First, turns out my user really wanted to extract short clips (~1
min) from commercial movie DVDs. In short, I managed to use AoA DVD
Ripper (http://www.aoamedia.com/dvd_ripper.htm ) to visually select a
segment to clip from a commercial DVD, set DVD Ripper to encode it as
MPEG-1/VCD (*.mpg), and the resulting file played in stock E-Prime
with no further fuss. (That will work fine as long as the DVDs that
the user wants do not foil us with some futher copy protection, and
assuming that our use falls within Fair Use.)

More details for those who care...

In general, we have two strategies we might apply here -- configure
E-Prime to work with movie files as we supply them, or make sure that
the movie files we supply are configured to work with stock
E-Prime. I prefer the latter strategy, because (1) I figure that
the E-Prime developers have optimized E-Prime for a limited range of
formats even if we can trick it up to accept other formats, and (2)
I would rather not have to reconfigure E-Prime with custom codecs
every time we move the experiment to a new machine.

So first I used GSpot (http://www.headbands.com/gspot/ ) and
MediaInfo (http://mediainfo.sourceforge.net/en )to see what
format/codec E-Prime uses for its own examples. They use .mpg files,
encoded as MPEG Video (Version 1). So I set that as my goal.

I tried two products for ripping the DVD samples. First I tried
HandBrake (http://handbrake.fr ), but (1) the interface does not
seem to have a good visual way to select arbitrary clips, (2) it was
*very* slow (we canceled before it finished), and (3) HandBrake
itself insists that it is only a transcoder, *not* a DVD ripper.

After Googling around a bit I moved on to AoA DVD Ripper.
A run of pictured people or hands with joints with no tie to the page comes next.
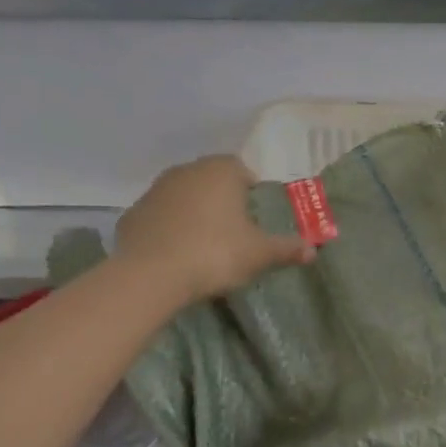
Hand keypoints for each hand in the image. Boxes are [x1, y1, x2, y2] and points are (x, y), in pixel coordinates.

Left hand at [114, 155, 313, 305]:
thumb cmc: (215, 253)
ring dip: (193, 214)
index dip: (252, 195)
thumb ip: (286, 248)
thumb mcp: (259, 254)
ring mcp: (155, 191)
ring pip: (183, 197)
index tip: (256, 221)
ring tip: (204, 247)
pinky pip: (159, 218)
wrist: (151, 276)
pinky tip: (175, 255)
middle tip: (234, 235)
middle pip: (212, 182)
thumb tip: (313, 249)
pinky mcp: (132, 214)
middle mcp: (187, 171)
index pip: (243, 172)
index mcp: (221, 171)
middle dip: (223, 203)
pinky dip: (168, 230)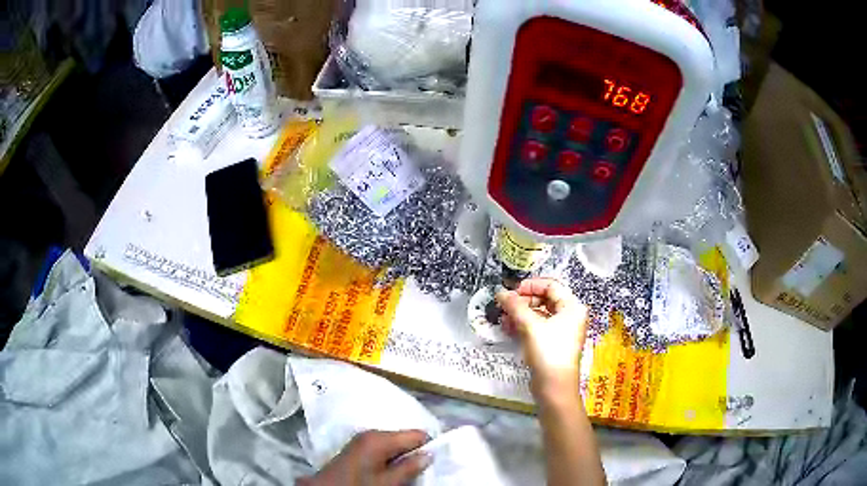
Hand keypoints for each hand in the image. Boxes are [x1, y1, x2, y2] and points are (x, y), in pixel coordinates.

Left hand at [299, 430, 431, 485]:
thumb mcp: (388, 482)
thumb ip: (409, 467)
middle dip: (415, 452)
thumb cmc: (358, 485)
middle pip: (405, 438)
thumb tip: (429, 455)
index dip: (430, 446)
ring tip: (409, 472)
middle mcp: (371, 433)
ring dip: (403, 457)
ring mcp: (363, 440)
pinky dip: (391, 459)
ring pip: (395, 445)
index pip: (417, 434)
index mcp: (380, 438)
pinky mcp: (358, 449)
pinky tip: (392, 471)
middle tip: (423, 469)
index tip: (437, 460)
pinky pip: (383, 449)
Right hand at [496, 278, 588, 403]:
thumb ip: (515, 306)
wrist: (554, 386)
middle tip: (505, 305)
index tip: (512, 292)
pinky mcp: (554, 343)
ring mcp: (562, 330)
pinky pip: (538, 327)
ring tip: (504, 318)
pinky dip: (524, 325)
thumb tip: (500, 292)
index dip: (530, 285)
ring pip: (540, 314)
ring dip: (521, 314)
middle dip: (523, 301)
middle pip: (545, 299)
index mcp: (572, 306)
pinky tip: (509, 328)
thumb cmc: (548, 351)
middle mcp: (570, 316)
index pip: (551, 285)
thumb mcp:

This
provides a good-enough visual interface for selecting arbitrary
clips, worked pretty fast, and produced an .avi file that played in
Media Player. That file did not play in stock E-Prime, however, but
once I reconfigured DVD Ripper to output MPEG-1 all was well. (I
also set File Split Mode to Infinite just to avoid splitting
files.) Note that by default DVD Ripper outputs .avi at 720x480
resolution, or .mpg at 352x240 resolution, so you might want to
fiddle with that further. (It costs US$40 (cheap!) to register DVD
Ripper, and I do not know how the paid version differs from the free
one, but if you find the program useful then please do the right
thing and pay for it.)

Now as it turns out, when I installed AoA DVD Ripper it also
installed an Xvid codec, so then the .avi file played in E-Prime as
well. But the .mpg file continued to play in E-Prime even after I
uninstalled the Xvid codec, so I feel safer sticking with .mpg (MPEG-1).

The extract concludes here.